● **Supplied entries**:

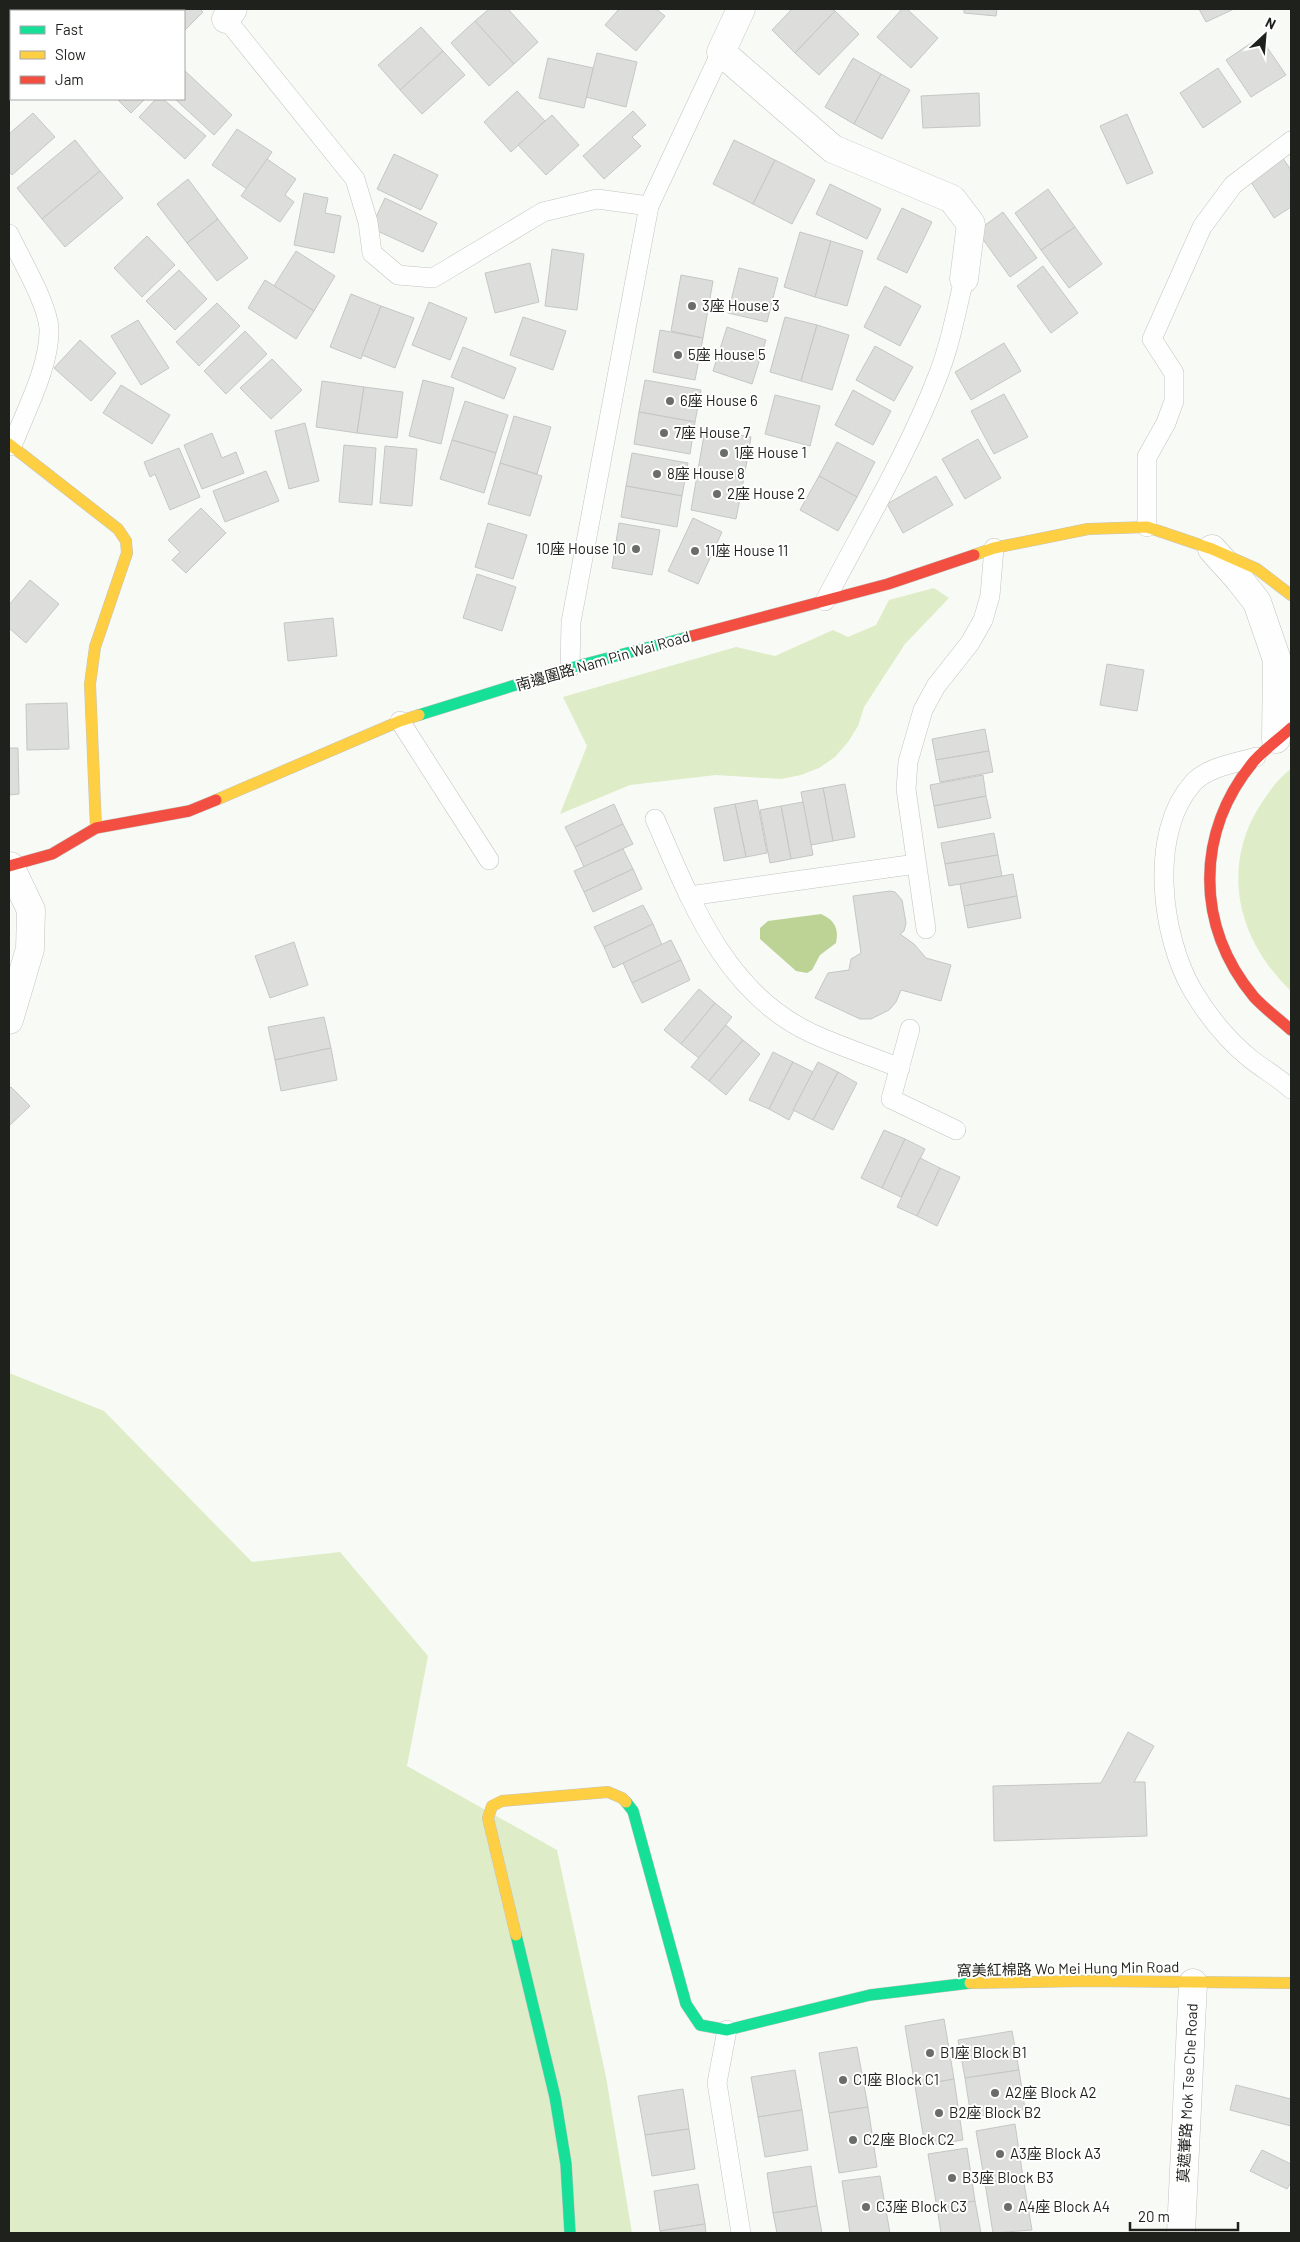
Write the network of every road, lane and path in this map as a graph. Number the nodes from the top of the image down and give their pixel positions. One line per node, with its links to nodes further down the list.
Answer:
---
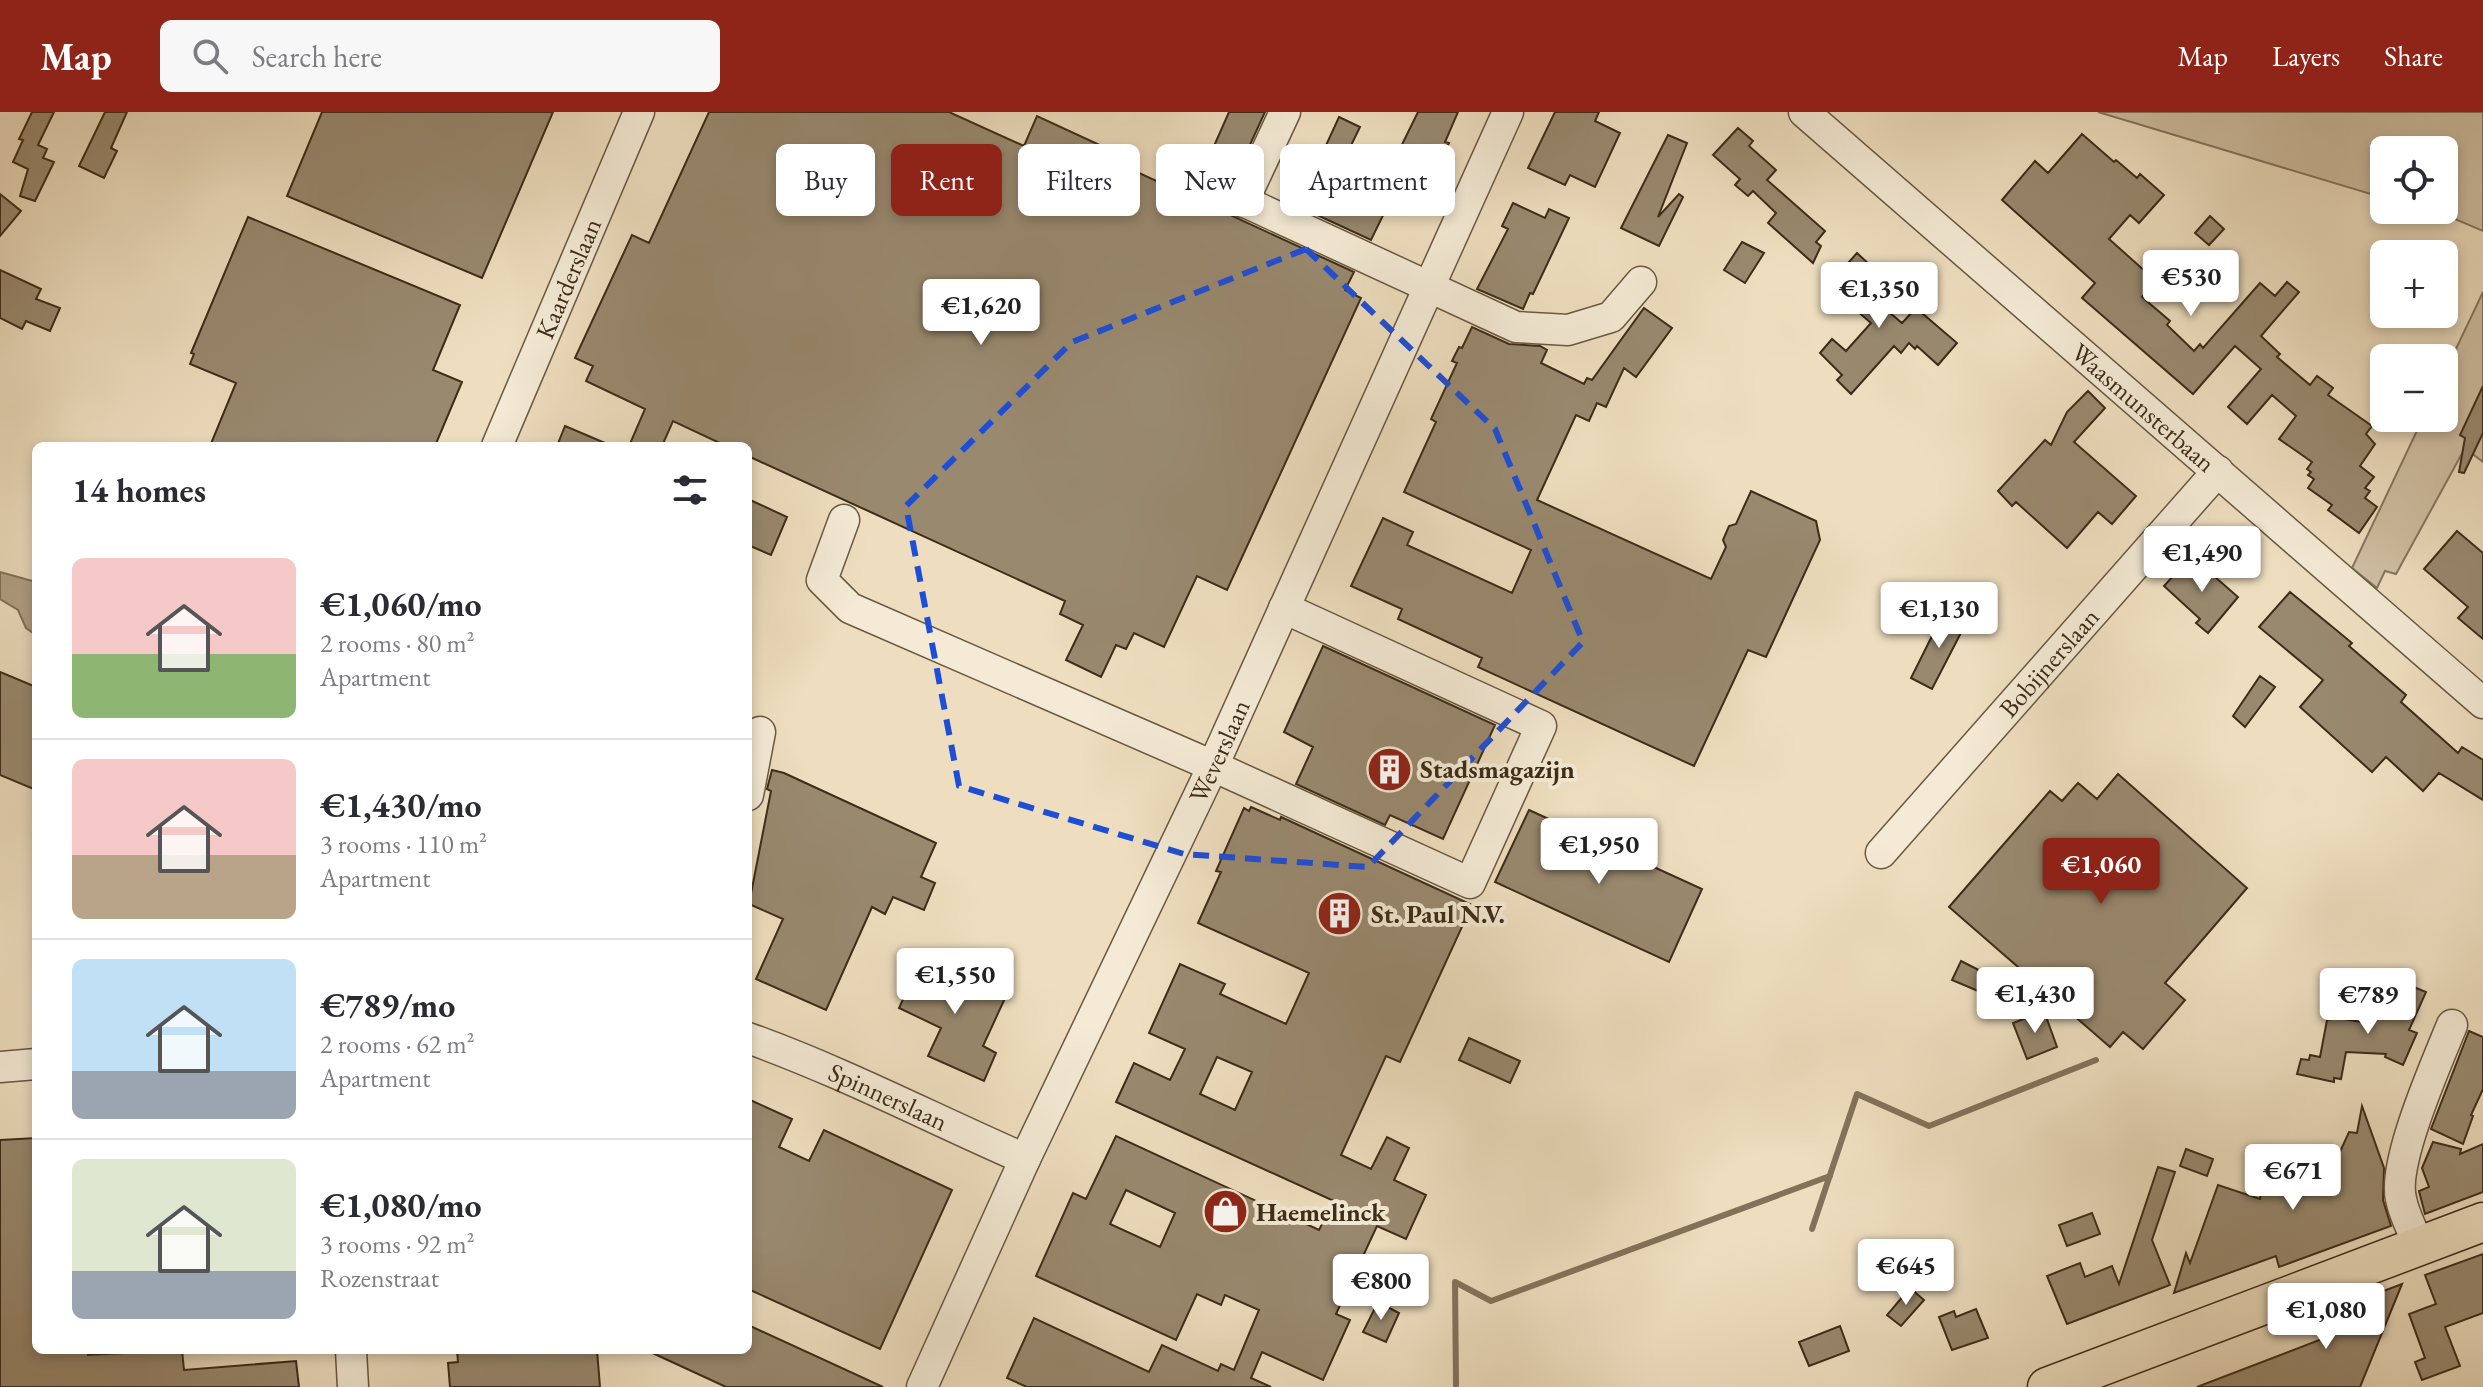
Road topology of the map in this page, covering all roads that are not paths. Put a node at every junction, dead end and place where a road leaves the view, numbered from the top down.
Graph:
--
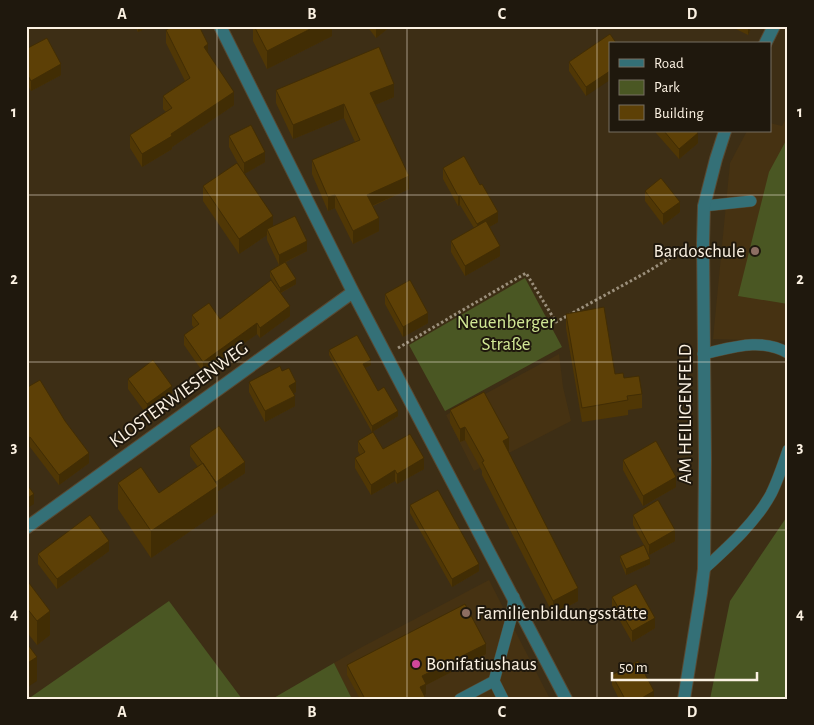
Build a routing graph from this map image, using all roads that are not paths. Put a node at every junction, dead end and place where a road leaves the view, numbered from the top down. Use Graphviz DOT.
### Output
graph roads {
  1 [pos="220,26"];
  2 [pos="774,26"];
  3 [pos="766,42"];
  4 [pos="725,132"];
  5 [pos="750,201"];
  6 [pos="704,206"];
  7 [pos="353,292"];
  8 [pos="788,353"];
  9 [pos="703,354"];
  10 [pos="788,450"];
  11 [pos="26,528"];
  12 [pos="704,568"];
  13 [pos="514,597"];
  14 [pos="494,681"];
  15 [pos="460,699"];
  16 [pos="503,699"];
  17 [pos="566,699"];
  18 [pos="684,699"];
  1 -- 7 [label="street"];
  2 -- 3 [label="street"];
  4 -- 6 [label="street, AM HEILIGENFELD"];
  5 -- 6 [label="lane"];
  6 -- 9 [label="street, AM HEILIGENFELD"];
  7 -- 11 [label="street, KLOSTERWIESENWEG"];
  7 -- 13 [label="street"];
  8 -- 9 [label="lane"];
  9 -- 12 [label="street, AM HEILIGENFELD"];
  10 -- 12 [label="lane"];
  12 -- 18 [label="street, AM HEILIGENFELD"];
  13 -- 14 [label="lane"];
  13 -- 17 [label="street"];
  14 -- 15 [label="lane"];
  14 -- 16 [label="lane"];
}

● **Work order**:
Copy out, from the material above, each line in which the string "leaves" is found.

● **Answer to this exercise**:
Road topology of the map in this page, covering all roads that are not paths. Put a node at every junction, dead end and place where a road leaves the view, numbered from the top down.
Build a routing graph from this map image, using all roads that are not paths. Put a node at every junction, dead end and place where a road leaves the view, numbered from the top down. Use Graphviz DOT.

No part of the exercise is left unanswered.